The influence of surface functionalization on thermal transport and thermoelectric properties of MXene monolayers

Abstract

The newest members of a two-dimensional material family, involving transition metal carbides and nitrides (called MXenes), have garnered increasing attention due to their tunable electronic and thermal properties depending on the chemical composition and functionalization. This flexibility can be exploited to fabricate efficient electrochemical energy storage (batteries) and energy conversion (thermoelectric) devices. In this study, we calculated the Seebeck coefficients and lattice thermal conductivity values of oxygen terminated M₂CO₂ (where M = Ti, Zr, Hf, Sc) monolayer MXene crystals in two different functionalization configurations (model-II (MD-II) and model-III (MD-III)), using density functional theory and Boltzmann transport theory. We estimated the thermoelectric figure-of-merit, zT, of these materials by two different approaches, as well. First of all, we found that the structural model (i.e. adsorption site of oxygen atom on the surface of MXene) has a paramount impact on the electronic and thermoelectric properties of MXene crystals, which can be exploited to engineer the thermoelectric properties of these materials.
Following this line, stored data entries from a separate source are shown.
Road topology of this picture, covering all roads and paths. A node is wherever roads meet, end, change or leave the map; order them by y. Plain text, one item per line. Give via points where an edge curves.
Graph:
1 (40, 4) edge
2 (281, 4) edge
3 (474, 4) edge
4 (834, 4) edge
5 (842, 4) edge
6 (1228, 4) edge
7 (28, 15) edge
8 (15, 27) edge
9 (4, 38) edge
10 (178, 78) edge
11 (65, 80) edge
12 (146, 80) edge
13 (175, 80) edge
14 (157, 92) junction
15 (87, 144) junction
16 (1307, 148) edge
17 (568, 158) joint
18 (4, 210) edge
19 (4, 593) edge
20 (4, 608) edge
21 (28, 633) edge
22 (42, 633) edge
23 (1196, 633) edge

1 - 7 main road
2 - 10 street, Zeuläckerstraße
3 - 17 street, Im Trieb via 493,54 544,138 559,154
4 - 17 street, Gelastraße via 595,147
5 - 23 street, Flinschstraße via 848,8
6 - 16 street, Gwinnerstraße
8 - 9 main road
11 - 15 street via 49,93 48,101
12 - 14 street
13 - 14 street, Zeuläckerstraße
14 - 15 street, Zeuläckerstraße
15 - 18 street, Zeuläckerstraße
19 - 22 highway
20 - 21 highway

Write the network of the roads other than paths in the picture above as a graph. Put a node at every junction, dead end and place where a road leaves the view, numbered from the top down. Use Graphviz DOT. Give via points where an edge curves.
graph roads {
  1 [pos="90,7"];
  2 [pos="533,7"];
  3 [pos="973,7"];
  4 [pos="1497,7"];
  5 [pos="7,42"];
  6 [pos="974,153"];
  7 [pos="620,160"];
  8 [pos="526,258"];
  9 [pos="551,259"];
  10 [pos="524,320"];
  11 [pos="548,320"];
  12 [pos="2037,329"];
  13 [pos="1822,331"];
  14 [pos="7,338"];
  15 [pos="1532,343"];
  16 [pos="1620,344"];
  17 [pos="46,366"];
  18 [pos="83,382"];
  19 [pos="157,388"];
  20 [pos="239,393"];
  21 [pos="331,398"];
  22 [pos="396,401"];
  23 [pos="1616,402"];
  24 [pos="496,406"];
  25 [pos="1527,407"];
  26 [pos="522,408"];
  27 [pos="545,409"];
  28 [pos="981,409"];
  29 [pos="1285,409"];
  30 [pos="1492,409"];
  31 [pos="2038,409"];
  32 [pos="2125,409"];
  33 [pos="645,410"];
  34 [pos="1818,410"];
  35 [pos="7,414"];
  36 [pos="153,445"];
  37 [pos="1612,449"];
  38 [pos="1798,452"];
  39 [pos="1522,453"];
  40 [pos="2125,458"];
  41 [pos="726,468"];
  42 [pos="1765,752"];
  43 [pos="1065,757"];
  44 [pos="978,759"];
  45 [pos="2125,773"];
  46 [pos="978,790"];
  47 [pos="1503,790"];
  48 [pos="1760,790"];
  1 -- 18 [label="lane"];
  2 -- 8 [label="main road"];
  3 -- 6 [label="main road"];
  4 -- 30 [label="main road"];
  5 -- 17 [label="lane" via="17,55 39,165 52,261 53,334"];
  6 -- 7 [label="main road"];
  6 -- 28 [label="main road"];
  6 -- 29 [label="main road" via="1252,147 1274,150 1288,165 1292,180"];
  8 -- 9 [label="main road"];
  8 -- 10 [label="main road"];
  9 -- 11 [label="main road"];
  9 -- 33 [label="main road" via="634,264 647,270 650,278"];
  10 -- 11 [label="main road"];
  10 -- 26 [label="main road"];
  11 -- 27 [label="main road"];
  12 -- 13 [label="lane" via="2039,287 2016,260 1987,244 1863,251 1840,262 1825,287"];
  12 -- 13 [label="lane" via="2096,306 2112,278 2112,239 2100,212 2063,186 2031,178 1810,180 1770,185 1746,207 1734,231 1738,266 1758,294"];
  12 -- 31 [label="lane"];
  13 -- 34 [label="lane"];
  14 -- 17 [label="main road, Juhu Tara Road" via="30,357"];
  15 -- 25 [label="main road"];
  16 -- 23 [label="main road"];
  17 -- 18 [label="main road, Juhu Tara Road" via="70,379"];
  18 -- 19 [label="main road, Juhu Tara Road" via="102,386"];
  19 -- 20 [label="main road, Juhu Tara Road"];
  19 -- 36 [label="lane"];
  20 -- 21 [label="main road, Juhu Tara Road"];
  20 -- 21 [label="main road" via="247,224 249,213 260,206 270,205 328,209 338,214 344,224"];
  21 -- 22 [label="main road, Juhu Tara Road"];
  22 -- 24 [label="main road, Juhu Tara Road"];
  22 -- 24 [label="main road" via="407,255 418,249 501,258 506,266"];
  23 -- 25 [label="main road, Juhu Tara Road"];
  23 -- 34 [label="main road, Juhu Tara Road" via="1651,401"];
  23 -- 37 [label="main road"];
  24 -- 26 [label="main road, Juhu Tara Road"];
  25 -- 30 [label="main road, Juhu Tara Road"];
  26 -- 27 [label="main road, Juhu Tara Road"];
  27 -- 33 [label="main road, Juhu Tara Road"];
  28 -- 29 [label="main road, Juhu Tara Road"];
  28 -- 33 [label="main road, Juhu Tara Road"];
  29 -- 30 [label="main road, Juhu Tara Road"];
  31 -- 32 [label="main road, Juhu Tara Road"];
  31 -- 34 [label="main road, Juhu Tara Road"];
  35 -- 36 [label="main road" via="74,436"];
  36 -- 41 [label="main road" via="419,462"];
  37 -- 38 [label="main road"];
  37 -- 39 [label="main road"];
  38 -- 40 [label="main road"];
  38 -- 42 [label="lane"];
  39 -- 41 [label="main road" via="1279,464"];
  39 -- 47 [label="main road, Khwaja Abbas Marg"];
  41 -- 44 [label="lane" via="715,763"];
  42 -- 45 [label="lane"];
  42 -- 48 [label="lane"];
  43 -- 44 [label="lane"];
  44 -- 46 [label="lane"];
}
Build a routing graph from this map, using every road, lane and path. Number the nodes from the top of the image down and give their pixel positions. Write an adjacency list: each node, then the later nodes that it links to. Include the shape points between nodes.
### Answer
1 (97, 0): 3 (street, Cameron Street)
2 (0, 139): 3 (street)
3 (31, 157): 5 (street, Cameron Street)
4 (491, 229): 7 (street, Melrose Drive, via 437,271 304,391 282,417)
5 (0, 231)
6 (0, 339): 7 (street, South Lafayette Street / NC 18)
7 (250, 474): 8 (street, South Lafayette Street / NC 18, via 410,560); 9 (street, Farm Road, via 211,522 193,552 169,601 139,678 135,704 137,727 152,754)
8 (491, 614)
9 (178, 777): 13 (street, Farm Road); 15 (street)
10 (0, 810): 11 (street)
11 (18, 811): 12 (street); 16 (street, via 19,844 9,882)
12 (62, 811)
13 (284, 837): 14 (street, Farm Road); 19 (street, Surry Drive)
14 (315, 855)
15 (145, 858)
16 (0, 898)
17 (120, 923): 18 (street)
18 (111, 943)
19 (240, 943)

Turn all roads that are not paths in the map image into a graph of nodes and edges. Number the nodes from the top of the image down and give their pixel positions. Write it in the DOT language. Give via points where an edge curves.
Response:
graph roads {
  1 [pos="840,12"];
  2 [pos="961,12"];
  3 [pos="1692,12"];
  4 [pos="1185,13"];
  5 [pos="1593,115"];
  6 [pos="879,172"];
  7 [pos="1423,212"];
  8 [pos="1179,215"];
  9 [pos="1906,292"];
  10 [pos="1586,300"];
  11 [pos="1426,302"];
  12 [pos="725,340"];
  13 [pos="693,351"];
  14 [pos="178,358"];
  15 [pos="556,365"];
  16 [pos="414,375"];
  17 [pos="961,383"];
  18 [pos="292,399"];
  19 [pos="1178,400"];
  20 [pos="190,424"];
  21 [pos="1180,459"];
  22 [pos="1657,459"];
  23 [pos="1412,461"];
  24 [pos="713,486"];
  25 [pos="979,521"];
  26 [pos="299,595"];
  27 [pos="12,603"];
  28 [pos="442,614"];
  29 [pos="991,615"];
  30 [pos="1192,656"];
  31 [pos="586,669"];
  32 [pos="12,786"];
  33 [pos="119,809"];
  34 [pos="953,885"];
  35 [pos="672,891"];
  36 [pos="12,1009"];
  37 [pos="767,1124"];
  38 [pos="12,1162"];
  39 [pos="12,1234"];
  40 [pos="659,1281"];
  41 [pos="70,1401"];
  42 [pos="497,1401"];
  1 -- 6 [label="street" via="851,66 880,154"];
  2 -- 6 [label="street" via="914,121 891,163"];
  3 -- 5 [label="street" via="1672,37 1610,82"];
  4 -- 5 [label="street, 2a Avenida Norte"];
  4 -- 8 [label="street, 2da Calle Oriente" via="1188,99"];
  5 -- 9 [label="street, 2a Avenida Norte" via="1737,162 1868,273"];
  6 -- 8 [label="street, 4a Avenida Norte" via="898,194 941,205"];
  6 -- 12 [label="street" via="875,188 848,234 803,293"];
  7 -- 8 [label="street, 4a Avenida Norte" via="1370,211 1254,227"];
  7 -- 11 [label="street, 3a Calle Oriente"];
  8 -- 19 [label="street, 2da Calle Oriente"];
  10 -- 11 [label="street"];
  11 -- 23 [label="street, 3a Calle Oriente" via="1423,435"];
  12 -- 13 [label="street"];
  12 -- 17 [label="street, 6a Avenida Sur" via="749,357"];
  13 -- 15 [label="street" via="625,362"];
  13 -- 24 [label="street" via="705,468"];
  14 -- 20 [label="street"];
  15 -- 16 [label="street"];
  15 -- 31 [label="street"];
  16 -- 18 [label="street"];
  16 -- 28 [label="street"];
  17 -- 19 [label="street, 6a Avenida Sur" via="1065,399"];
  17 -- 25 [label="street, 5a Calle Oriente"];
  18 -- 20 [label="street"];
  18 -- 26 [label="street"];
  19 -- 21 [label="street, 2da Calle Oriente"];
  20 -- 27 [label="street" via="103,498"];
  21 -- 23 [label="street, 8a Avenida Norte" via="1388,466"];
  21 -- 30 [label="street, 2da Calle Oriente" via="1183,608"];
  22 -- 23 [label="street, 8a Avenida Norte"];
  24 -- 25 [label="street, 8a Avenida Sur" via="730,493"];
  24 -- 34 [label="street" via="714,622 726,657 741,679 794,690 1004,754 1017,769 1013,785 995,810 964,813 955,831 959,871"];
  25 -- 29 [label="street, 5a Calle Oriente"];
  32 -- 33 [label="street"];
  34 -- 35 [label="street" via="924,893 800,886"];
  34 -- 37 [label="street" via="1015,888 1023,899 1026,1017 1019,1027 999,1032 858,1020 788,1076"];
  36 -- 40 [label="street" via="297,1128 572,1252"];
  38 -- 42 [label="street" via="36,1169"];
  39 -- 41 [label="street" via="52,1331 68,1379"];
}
The lattice thermal conductivity κ_l, Seebeck coefficient and zT values may vary by 40% depending on the structural model. The MD-III configuration always has the larger band gap, Seebeck coefficient and zT, and smaller κ_l as compared to the MD-II structure due to a larger band gap, highly flat valence band and reduced crystal symmetry in the former. The MD-III configuration of Ti₂CO₂ and Zr₂CO₂ has the lowest κ_l as compared to the same configuration of Hf₂CO₂ and Sc₂CO₂. Among all the considered structures, the MD-II configuration of Hf₂CO₂ has the highest κ_l, and Ti₂CO₂ and Zr₂CO₂ in the MD-III configuration have the lowest κ_l. For instance, while the band gap of the MD-II configuration of Ti₂CO₂ is 0.26 eV, it becomes 0.69 eV in MD-III. The zT_max value may reach up to 1.1 depending on the structural model of MXene.